En une décennie, le Québec est devenu un centre d’excellence reconnu mondialement dans le divertissement multiplateforme et la conception de jeux vidéo. Si bien que les travailleurs compétents dans le domaine sont très recherchés par les temps qui courent.
Il faut donc rivaliser d’ingéniosité pour retenir les meilleurs. En plus de prendre un soin jaloux de ses troupes, Steve Couture, de Frima Studio, a mis de l’avant un programme par lequel certains de ses employés pourraient devenir millionnaires.
La stratégie du président de la PME de Québec: libérer une journée par semaine ceux qui veulent travailler sur un projet personnel, c’est-à-dire développer un jeu ou une production animée.
Le plus intéressant, c’est que les employés en question pourront bénéficier des retombés si leur projet donne naissance à un produit qui connaît un important succès commercial.
Frima Studio est cette boîte de la basse ville de Québec qui bat tous les records de croissance depuis quelques années dans la Belle Province. De 2005 à 2009, sa croissance a frisé les 3000 %.
La PME de 260 employés tire 90% de ses revenus à titre de sous-traitants pour les géants du divertissement: Warner, Disney, Electronic Arts et autres Ubisoft. Ses produits conçus pour le web, les téléphones cellulaires ou les consoles de jeux sont connus partout dans le monde.
Mais plus ça va, plus Steve Couture, 35 ans, croit qu’il est temps que son entreprise – et le Québec en général – développe ses propres jeux.
Bref, l’homme d’affaires veut qu’il se crée davantage de propriété intellectuelle québécoise dans le secteur des jeux vidéo et du divertissement. «C’est comme cela qu’on crée réellement de la richesse dans une société», dit ce conférencier spécialisé en entrepreneurship.
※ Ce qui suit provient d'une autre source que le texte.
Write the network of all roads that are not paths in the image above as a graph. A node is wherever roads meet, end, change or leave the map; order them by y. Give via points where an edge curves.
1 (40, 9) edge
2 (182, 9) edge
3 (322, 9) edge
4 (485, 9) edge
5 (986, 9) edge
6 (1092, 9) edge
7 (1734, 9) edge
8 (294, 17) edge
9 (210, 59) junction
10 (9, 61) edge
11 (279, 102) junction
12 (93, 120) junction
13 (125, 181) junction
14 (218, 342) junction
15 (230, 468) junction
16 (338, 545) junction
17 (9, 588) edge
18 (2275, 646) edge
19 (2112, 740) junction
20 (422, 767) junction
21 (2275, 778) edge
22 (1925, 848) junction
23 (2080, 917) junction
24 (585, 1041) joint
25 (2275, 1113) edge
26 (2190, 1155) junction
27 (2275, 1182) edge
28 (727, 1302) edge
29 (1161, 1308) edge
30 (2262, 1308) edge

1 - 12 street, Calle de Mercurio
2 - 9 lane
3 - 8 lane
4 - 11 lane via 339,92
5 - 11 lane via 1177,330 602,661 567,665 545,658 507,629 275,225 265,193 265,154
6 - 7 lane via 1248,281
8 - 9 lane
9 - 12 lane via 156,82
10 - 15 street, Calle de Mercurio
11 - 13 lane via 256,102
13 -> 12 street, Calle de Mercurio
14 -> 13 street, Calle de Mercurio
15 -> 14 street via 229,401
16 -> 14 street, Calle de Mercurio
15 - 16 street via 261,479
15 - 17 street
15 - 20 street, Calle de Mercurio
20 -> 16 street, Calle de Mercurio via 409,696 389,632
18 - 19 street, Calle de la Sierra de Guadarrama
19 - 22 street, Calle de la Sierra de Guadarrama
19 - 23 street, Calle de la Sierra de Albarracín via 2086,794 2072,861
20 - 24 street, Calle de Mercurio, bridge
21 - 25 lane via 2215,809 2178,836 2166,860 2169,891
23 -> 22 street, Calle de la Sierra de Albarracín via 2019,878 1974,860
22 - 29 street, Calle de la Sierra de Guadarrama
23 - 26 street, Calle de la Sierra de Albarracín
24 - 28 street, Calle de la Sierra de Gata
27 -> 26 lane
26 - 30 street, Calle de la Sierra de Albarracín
D’où l’initiative de libérer certains employés. Le pari est de taille. Steve Couture le reconnaît: il se peut que certains projets n’aboutissent à rien. Alors que d’autres pourraient donner naissance à des succès commerciaux planétaires. «Voir certains de mes employés devenir millionnaires me ferait plaisir», dit celui qui rêve d’un «Harry Potter québécois».
Bichonner
Seul dans son créneau à Québec, Frima Studio filait le parfait bonheur jusqu’à ce que d’autres acteurs dans le domaine, dont Ubisoft, y débarquent en 2005.
«Ils avaient installé des banderoles géantes où il était inscrit: nous embauchons. Nous n’avions pas les moyens de rivaliser, surtout en matière de salaire. On a donc décidé de faire de Frima un endroit trippant où travailler», relate Steve Couture.
Par conséquent, une série d’initiatives ont été mises de l’avant pour faciliter la vie des employés et rendre leur environnement de travail encore plus agréable. On retrouve dorénavant des corbeilles de fruits frais aux quatre étages qu’occupe la PME du quartier Saint-Roch, dont les revenus avoisinent les 14 millions. Des horaires très souples sont offerts aux employés dont la moyenne d’âge est de 27 ans.
L’accès aux transports en commun est gratuit et tout le monde peut avoir accès au parc automobile de Communauto.
Autre exemple frappant, un système de points à la performance permet aux employés de faire appel à différents services: quelqu’un ira à leur place faire installer les pneus d’hiver sur l’auto ou passera chez le nettoyeur.
Ces mêmes points permettent également de recevoir la visite d’un chef à la maison ou de s’offrir un week-end en amoureux dans une auberge quatre étoiles, etc.
Inutile de dire que l’entreprise n’a pas à se vanter sur la place publique du sort réservé à ses employés; ces derniers s’en chargent volontiers. «L’information circule», dit Steve Couture sans aucune prétention. Mais en échange, les travailleurs doivent être performants.
Nouvelles ambitions
Frima Studio veut donc poursuivre sa croissance, mais en ne misant plus exclusivement sur la sous-traitance.
Elle a récemment créé et commercialisé ses propres jeux, notamment Young Thor et Zombie Tycoon, pour les consoles PSP et Ps3.
Aussi, la PME de Québec ne se contente plus de créer des jeux vidéo. En juin dernier, elle a mis sur pied une division d'animation et d’effets spéciaux pour le cinéma et la télévision.
Près de 40 emplois ont vu le jour dans la foulée. Une centaine d’autres suivront, assure Steve Couture. Cette nouvelle division profite d’une aide gouvernementale, qui couvre 50 % du salaire de chaque emploi créé.
Outillés de la sorte, Steve Couture et ses partenaires d’affaires, Philippe Bégin et Christian Daigle, visent ni plus ni moins que «des coups de circuit».